# [Problem description]
The expected result is the full set of records, copied precisely, with images dropped.

──────── The input ────────

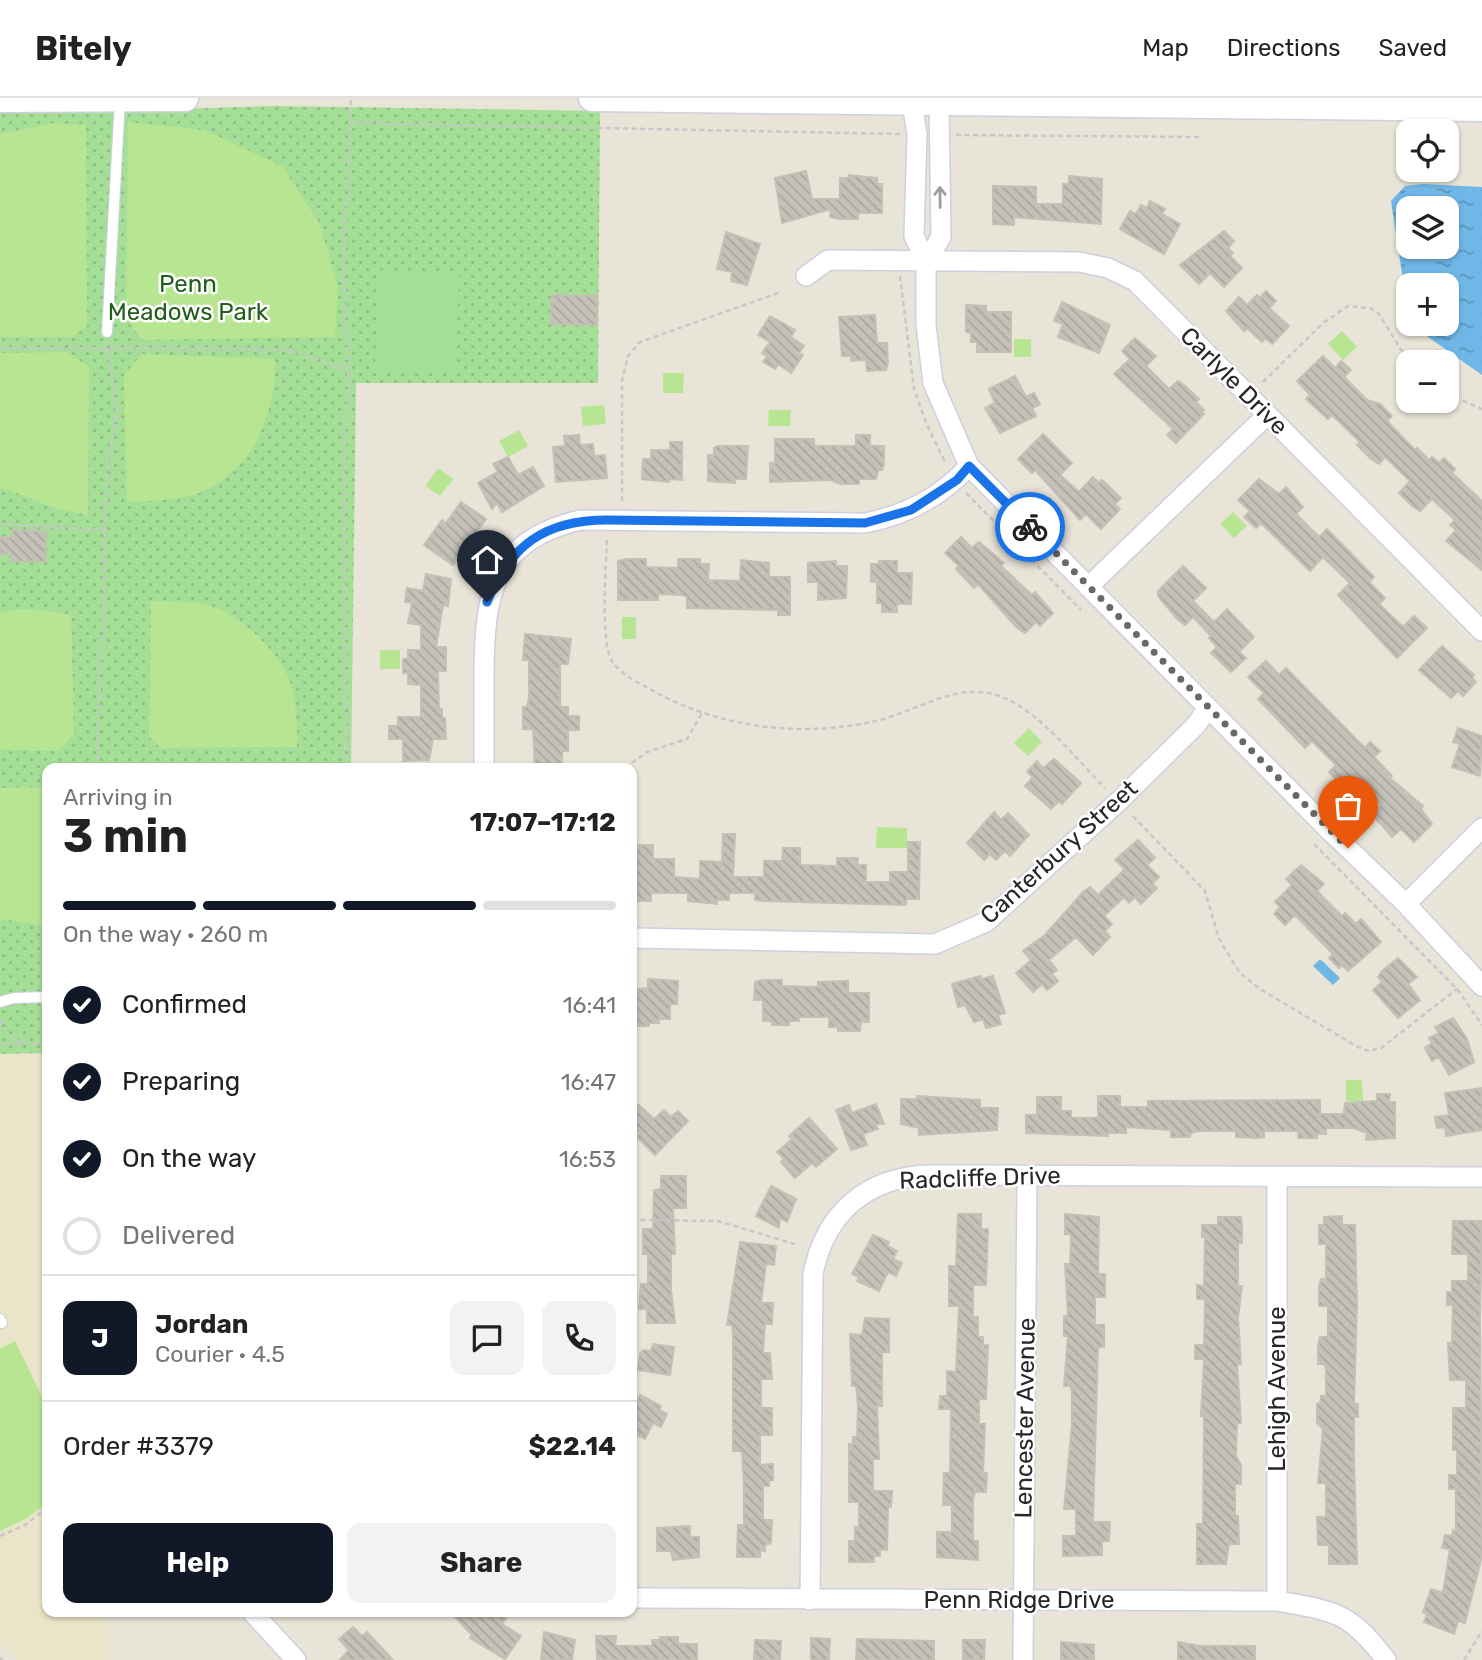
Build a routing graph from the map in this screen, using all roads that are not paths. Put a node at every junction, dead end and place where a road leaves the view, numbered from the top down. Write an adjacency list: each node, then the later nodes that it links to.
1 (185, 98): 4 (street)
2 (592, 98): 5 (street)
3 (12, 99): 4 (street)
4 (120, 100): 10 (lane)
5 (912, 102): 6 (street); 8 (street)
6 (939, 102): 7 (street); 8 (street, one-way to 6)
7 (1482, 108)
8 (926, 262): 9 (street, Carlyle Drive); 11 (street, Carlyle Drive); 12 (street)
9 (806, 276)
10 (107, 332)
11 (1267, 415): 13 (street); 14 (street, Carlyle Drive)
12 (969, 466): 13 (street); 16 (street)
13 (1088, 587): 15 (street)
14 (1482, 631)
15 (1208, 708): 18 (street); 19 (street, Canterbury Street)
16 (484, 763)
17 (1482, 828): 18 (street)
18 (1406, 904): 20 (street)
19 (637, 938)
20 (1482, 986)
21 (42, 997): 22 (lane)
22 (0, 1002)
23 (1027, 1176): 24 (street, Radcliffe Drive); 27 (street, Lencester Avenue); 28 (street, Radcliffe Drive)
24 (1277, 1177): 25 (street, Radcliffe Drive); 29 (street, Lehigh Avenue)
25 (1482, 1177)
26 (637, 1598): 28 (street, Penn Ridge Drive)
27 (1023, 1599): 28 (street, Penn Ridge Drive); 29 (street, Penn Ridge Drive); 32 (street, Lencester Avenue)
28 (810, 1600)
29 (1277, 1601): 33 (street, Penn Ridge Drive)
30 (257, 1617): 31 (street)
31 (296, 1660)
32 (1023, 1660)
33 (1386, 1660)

────────

# [Exercise solution]
Build a routing graph from the map in this screen, using all roads that are not paths. Put a node at every junction, dead end and place where a road leaves the view, numbered from the top down. Write an adjacency list: each node, then the later nodes that it links to.
1 (185, 98): 4 (street)
2 (592, 98): 5 (street)
3 (12, 99): 4 (street)
4 (120, 100): 10 (lane)
5 (912, 102): 6 (street); 8 (street)
6 (939, 102): 7 (street); 8 (street, one-way to 6)
7 (1482, 108)
8 (926, 262): 9 (street, Carlyle Drive); 11 (street, Carlyle Drive); 12 (street)
9 (806, 276)
10 (107, 332)
11 (1267, 415): 13 (street); 14 (street, Carlyle Drive)
12 (969, 466): 13 (street); 16 (street)
13 (1088, 587): 15 (street)
14 (1482, 631)
15 (1208, 708): 18 (street); 19 (street, Canterbury Street)
16 (484, 763)
17 (1482, 828): 18 (street)
18 (1406, 904): 20 (street)
19 (637, 938)
20 (1482, 986)
21 (42, 997): 22 (lane)
22 (0, 1002)
23 (1027, 1176): 24 (street, Radcliffe Drive); 27 (street, Lencester Avenue); 28 (street, Radcliffe Drive)
24 (1277, 1177): 25 (street, Radcliffe Drive); 29 (street, Lehigh Avenue)
25 (1482, 1177)
26 (637, 1598): 28 (street, Penn Ridge Drive)
27 (1023, 1599): 28 (street, Penn Ridge Drive); 29 (street, Penn Ridge Drive); 32 (street, Lencester Avenue)
28 (810, 1600)
29 (1277, 1601): 33 (street, Penn Ridge Drive)
30 (257, 1617): 31 (street)
31 (296, 1660)
32 (1023, 1660)
33 (1386, 1660)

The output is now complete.